That's right. And you can listen ad free, get bonus episodes, be in the chat community.
If you don't want to join it, the podcast and the Q&A episode continues as always free
to air. And I would like to say that we are beginning regular listeners and students of kinky monk literature may remember that
one of our questions last week concerned a book about a kinky monk, which the Thursday
Murder Club is mentioned in that book. But what got me really hot under the collar was
your speculative description of the commissioning process for how this monk,
a former hell raiser, how his ex-boyfriend, now a magazine writer, turns up and ends up,
how he becomes part of the plot for the benefit of those listening orally, for the benefit of tape?
Sierra Simone.
Sierra Simone.
People listening orally.
Okay.
Sorry, have you read too much of this book?
Yeah.
I've read a lot of this book.
There's a monk who used to be like a millionaire playboy, he goes over to Europe and then his
former lover...
He was in Kansas Monastery, listen, do you want me to take it over from here?

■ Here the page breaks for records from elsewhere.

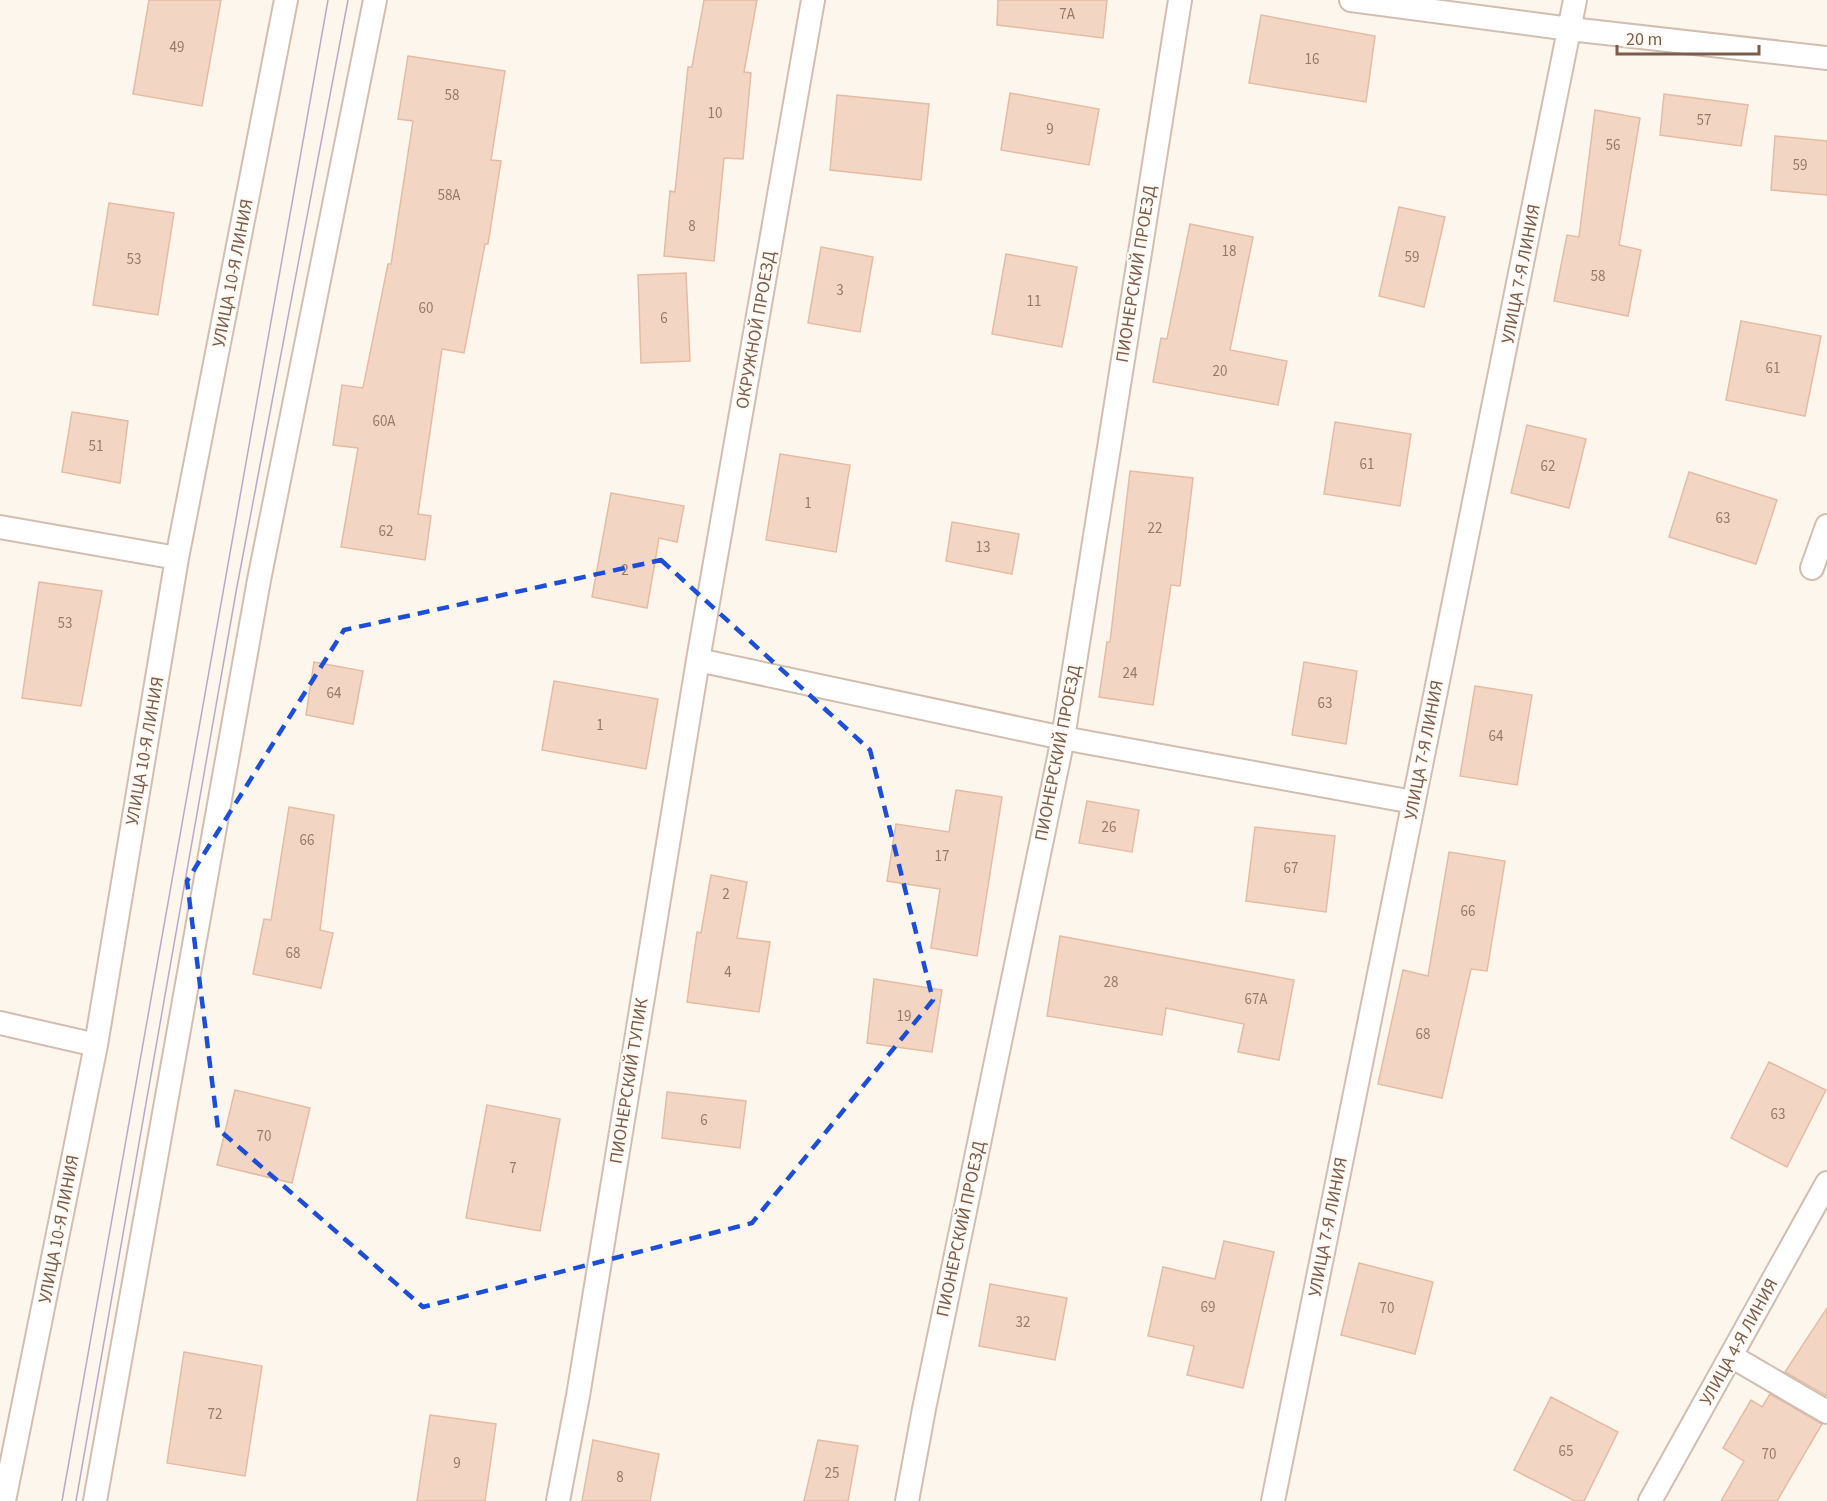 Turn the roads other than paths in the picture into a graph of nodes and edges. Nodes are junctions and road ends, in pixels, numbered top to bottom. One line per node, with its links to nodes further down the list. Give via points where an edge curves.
1 (286, 0): 11 (lane, УЛИЦА 10-Я ЛИНИЯ)
2 (375, 0): 22 (lane, via 259,580)
3 (813, 0): 13 (lane, ОКРУЖНОЙ ПРОЕЗД)
4 (1179, 0): 14 (lane, ПИОНЕРСКИЙ ПРОЕЗД)
5 (1351, 0): 7 (lane)
6 (1575, 0): 7 (lane, УЛИЦА 7-Я ЛИНИЯ)
7 (1570, 29): 8 (lane); 15 (lane, УЛИЦА 7-Я ЛИНИЯ)
8 (1827, 58)
9 (1827, 526): 12 (lane)
10 (0, 527): 11 (lane)
11 (177, 558): 17 (lane, УЛИЦА 10-Я ЛИНИЯ)
12 (1812, 568)
13 (698, 660): 14 (lane); 23 (lane, ПИОНЕРСКИЙ ТУПИК)
14 (1063, 738): 15 (lane); 24 (lane, ПИОНЕРСКИЙ ПРОЕЗД)
15 (1413, 802): 25 (lane, УЛИЦА 7-Я ЛИНИЯ)
16 (0, 1023): 17 (lane)
17 (96, 1044): 21 (lane, УЛИЦА 10-Я ЛИНИЯ)
18 (1827, 1183): 19 (lane, УЛИЦА 4-Я ЛИНИЯ)
19 (1731, 1356): 20 (lane); 26 (lane, УЛИЦА 4-Я ЛИНИЯ)
20 (1827, 1412)
21 (4, 1501)
22 (95, 1501)
23 (558, 1501)
24 (908, 1501)
25 (1273, 1501)
26 (1650, 1501)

Just so his former lover comes over to do a magazine article, your only comment, which
was about 25 minutes or so, who on earth would commission this article and send this journalist
over to Europe? You have read the book now or some of it?

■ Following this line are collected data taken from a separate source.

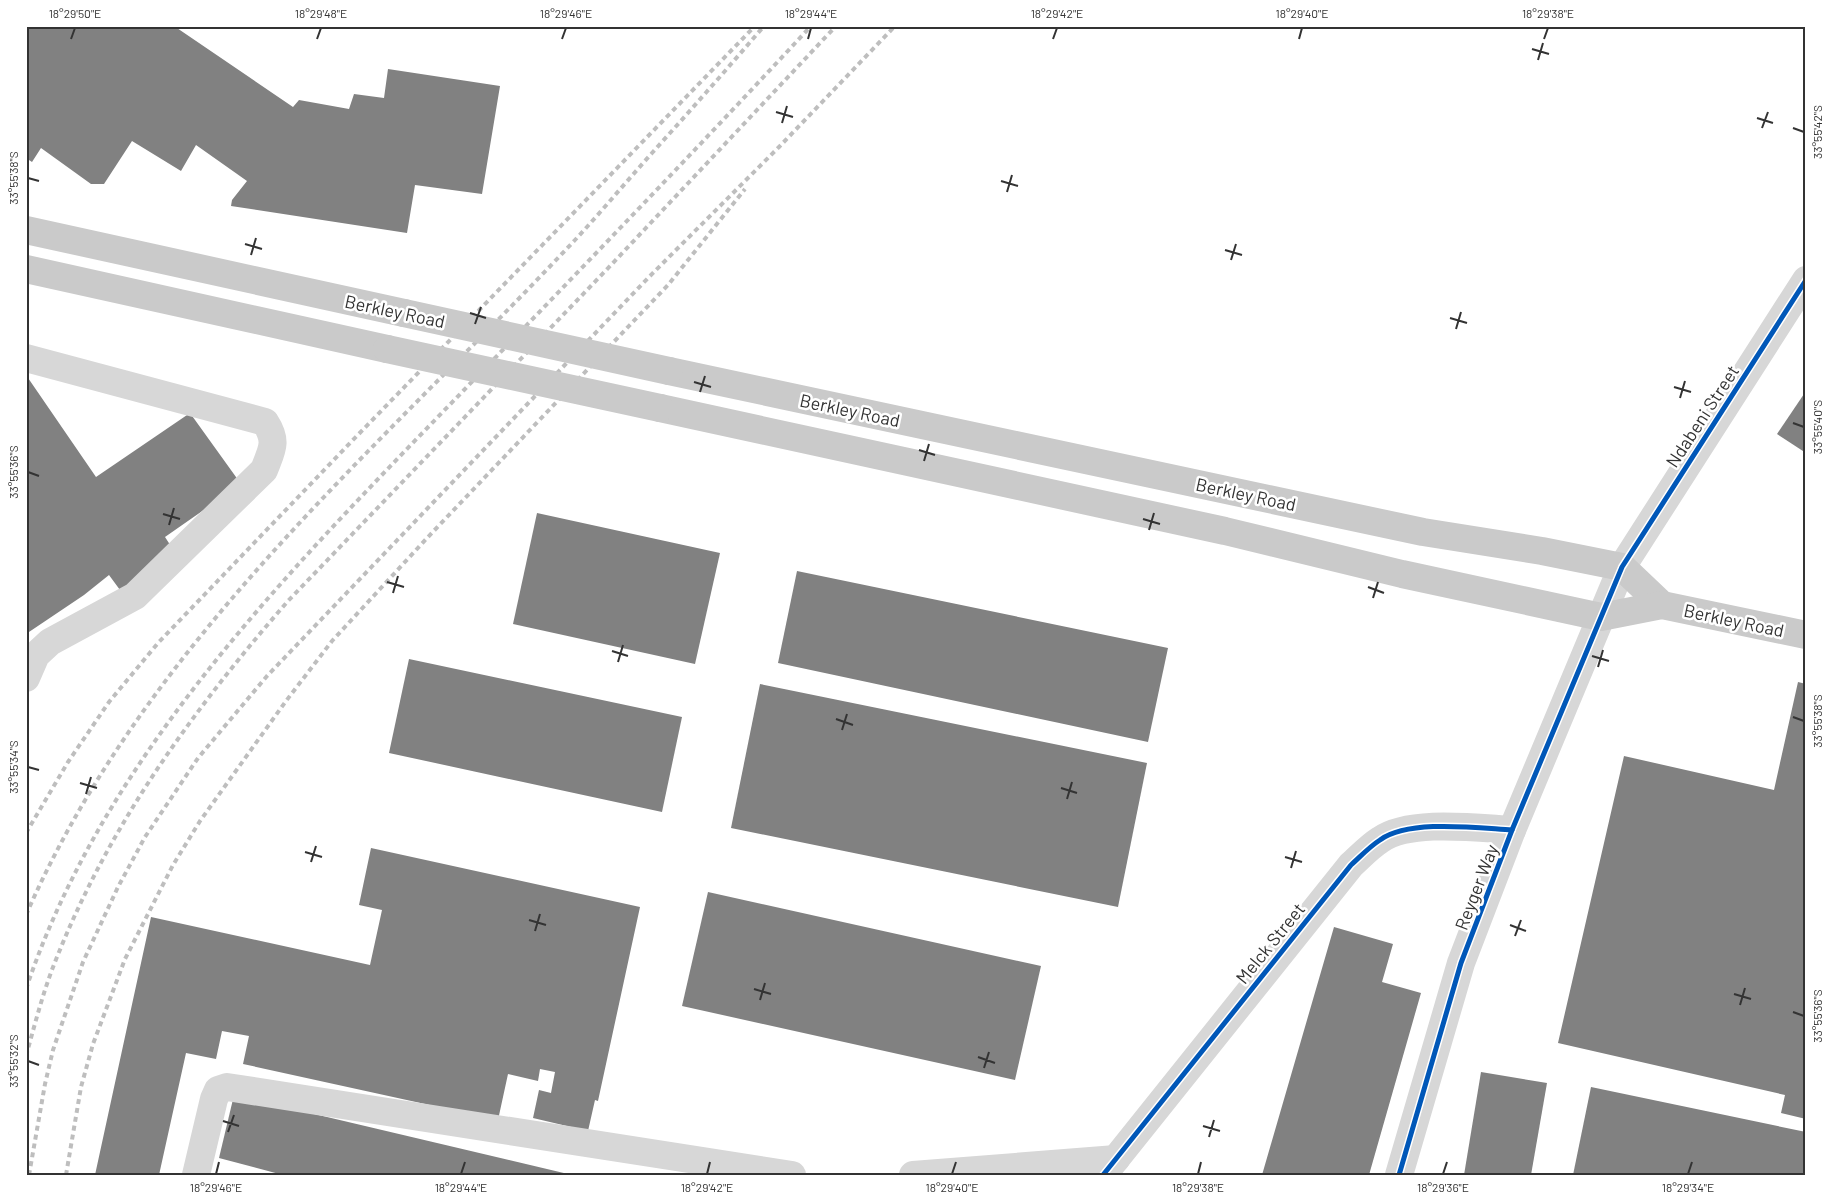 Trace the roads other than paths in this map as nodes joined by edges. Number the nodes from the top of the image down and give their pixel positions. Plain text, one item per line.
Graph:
1 (26, 230) edge
2 (26, 269) edge
3 (1806, 280) edge
4 (26, 358) edge
5 (1232, 491) junction
6 (1225, 531) junction
7 (1622, 567) junction
8 (1662, 604) junction
9 (1601, 617) junction
10 (1806, 635) edge
11 (26, 678) edge
12 (1512, 830) junction
13 (1109, 1167) edge
14 (755, 1172) edge
15 (196, 1175) edge
16 (792, 1175) edge
17 (913, 1175) edge
18 (1399, 1175) edge

1 - 5 main road, Berkley Road, bridge
2 - 6 main road, Berkley Road, bridge
3 - 7 street, Ndabeni Street
4 - 11 street
5 - 6 main road
5 - 7 main road, Berkley Road
6 - 9 main road, Berkley Road
7 - 8 main road, Berkley Road
7 - 9 street, Ndabeni Street
8 - 9 main road, Berkley Road
8 - 10 main road, Berkley Road
9 - 12 street, Reyger Way
12 - 13 street, Melck Street
12 - 18 street, Reyger Way
13 - 17 street
14 - 15 street
14 - 16 street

Yeah, I don't know if you know I'm an investigative journalist and it's really important to me.
So I have read the Kinky Monk book, or up to the bit where you're mentioned, your book
is mentioned anyway, let's put it that way. Okay, now I want to just put readers into
the picture, put you inside the action as it were. Aidan is the main character, now
brother Patrick, he's chopping wood, but he's
also the chief, monastery's chief financial officer.
Will Barron Now, he's having a silent day. But anyway,
the Albert gives him a choice of being sent to three separate Trappist monasteries as research
for his, the brewery. Yes, he, yes, the monastery's got a brewery, a lot of them do. And he's a
sort of corporate espionage, but ethical. Now, two monks then rush in. Aidan's got a visit.
Brother Patrick now has got a visitor. He's only a staff writer for Mode. It's Elijah,
Aidan's former boyfriend. And I tell you what, he's getting married and not to Aidan. Well,
obviously Aidan's now a monk. Anyway, so then he goes away. So he tells Elijah this music,
comes back a few weeks later and the ad that says, I tell you what, this guy wants to do a magazine piece for Mode about, he wants to do a retreat with us and then he
wants to write an article about it. And anyway, the article that ends up getting written is
called The Eternal Cool of Monks, Beer and Prayer in some of the world's loneliest abbeys.
Yeah, that's good. I would see that as an, you could imagine that article being commissioned.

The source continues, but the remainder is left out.